> Your instructions: Filter the entries beneath this task, copying only the lines that hold the word "exch".

(Beginning of Provided data)

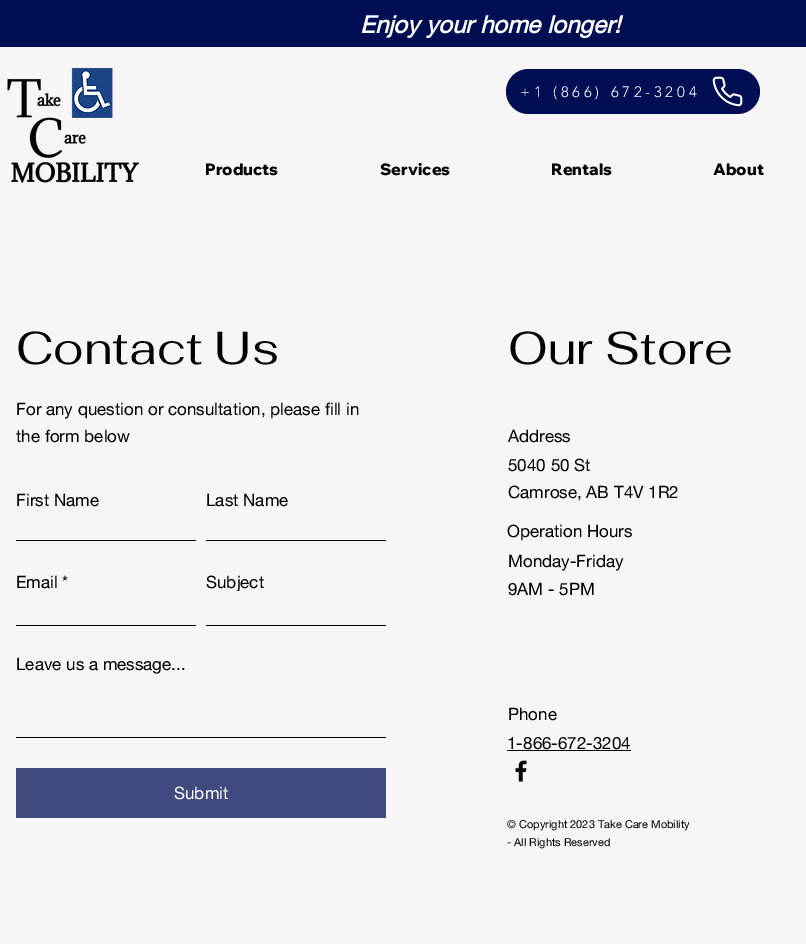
%!PS-Adobe-3.0
%%BoundingBox: 0 0 806 944
%%LanguageLevel: 3
%%Pages: 1
%%EndComments
%%BeginProlog
/setink { 3 { 255 div 3 1 roll } repeat setrgbcolor } def
/usefont { [ exch dup neg 0 0 3 -1 roll 0 0 ] selectfont } def
/drawtext { setink usefont moveto show } def
/fillbox { setink rectfill } def
/rrect { 5 dict begin { /r /h /w /y /x } { exch def } forall
  x r add y moveto x w add y 2 copy h add r arct x w add y h add x 1 index r arct
  x y h add x y r arct x y 2 copy exch w add exch r arct closepath end } def
/drawimage { 5 dict begin { /h /w /y /x /name } { exch def } forall
  gsave x y translate w h scale
  w h 8 [w 0 0 h 0 0] name (r) file false 3 colorimage grestore end } def
%%EndProlog
%%BeginSetup
<< /PageSize [806 944] >> setpagedevice
%%EndSetup
%%Page: 1 1
0 944 translate 1 -1 scale
4 setmiterlimit
0 0 806 944 247 245 245 fillbox
0 0 806 47 1 14 84 fillbox
(Enjoy your home longer!) 360 33 /helveticaneue-BoldItalic 24 255 255 255 drawtext
(assets/img1.rgb) 7 67 132 116 drawimage
1 14 84 setink
506 69 254 45 22.5 rrect fill
/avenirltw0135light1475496-Light 15 usefont
255 255 255 setink
520 97 moveto 3.75 0 (+1 \(866\) 672-3204) ashow
(assets/img2.rgb) 712 76 31 31 drawimage
(Products) 205 175 /WixMadeforDisplay-ExtraBold 16 0 0 0 drawtext
(Services) 380 175 /WixMadeforDisplay-ExtraBold 16 0 0 0 drawtext
(Rentals) 551 175 /WixMadeforDisplay-ExtraBold 16 0 0 0 drawtext
(About) 713 175 /WixMadeforDisplay-ExtraBold 16 0 0 0 drawtext
(Contact Us) 16 364 /Fahkwang-Regular 46 0 0 0 drawtext
(For any question or consultation, please fill in) 16 415 /helveticaneue-Regular 17 0 0 0 drawtext
(the form below) 16 442 /helveticaneue-Regular 17 0 0 0 drawtext
(First Name) 16 506 /helveticaneue-Regular 17 0 0 0 drawtext
16 540 180 1 0 0 0 fillbox
(Last Name) 206 506 /helveticaneue-Regular 17 0 0 0 drawtext
206 540 180 1 0 0 0 fillbox
(Email *) 16 588 /helveticaneue-Regular 17 0 0 0 drawtext
16 625 180 1 0 0 0 fillbox
(Subject) 206 588 /helveticaneue-Regular 17 0 0 0 drawtext
236 591 3 1 247 245 245 fillbox
206 625 180 1 0 0 0 fillbox
(Leave us a message...) 16 670 /helveticaneue-Regular 17 0 0 0 drawtext
16 737 370 1 0 0 0 fillbox
16 768 370 50 64 74 127 fillbox
(Submit) 174 799 /helveticaneue-Regular 17 255 255 255 drawtext
(Our Store) 508 364 /Fahkwang-Regular 46 0 0 0 drawtext
(Address) 508 442 /helveticaneue-Regular 17 0 0 0 drawtext
(5040 50 St) 508 471 /helveticaneue-Regular 17 0 0 0 drawtext
(Camrose, AB T4V 1R2) 508 498 /helveticaneue-Regular 17 0 0 0 drawtext
(Operation Hours) 507 537 /helveticaneue-Regular 17 0 0 0 drawtext
(Monday-Friday) 508 567 /helveticaneue-Regular 17 0 0 0 drawtext
(9AM - 5PM) 508 595 /helveticaneue-Regular 17 0 0 0 drawtext
(Phone) 508 720 /helveticaneue-Regular 17 0 0 0 drawtext
(1-866-672-3204) 507 749 /helveticaneue-Regular 17 0 0 0 drawtext
507 750 124 1 0 0 0 fillbox
(assets/img3.rgb) 515 760 12 22 drawimage
(© Copyright 2023 Take Care Mobility) 507 828 /helveticaneue-Regular 11 0 0 0 drawtext
(- All Rights Reserved) 507 846 /helveticaneue-Regular 11 0 0 0 drawtext
showpage
%%EOF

(End of Provided data)

> Output for this exercise:
/usefont { [ exch dup neg 0 0 3 -1 roll 0 0 ] selectfont } def
/rrect { 5 dict begin { /r /h /w /y /x } { exch def } forall
  x y h add x y r arct x y 2 copy exch w add exch r arct closepath end } def
/drawimage { 5 dict begin { /h /w /y /x /name } { exch def } forall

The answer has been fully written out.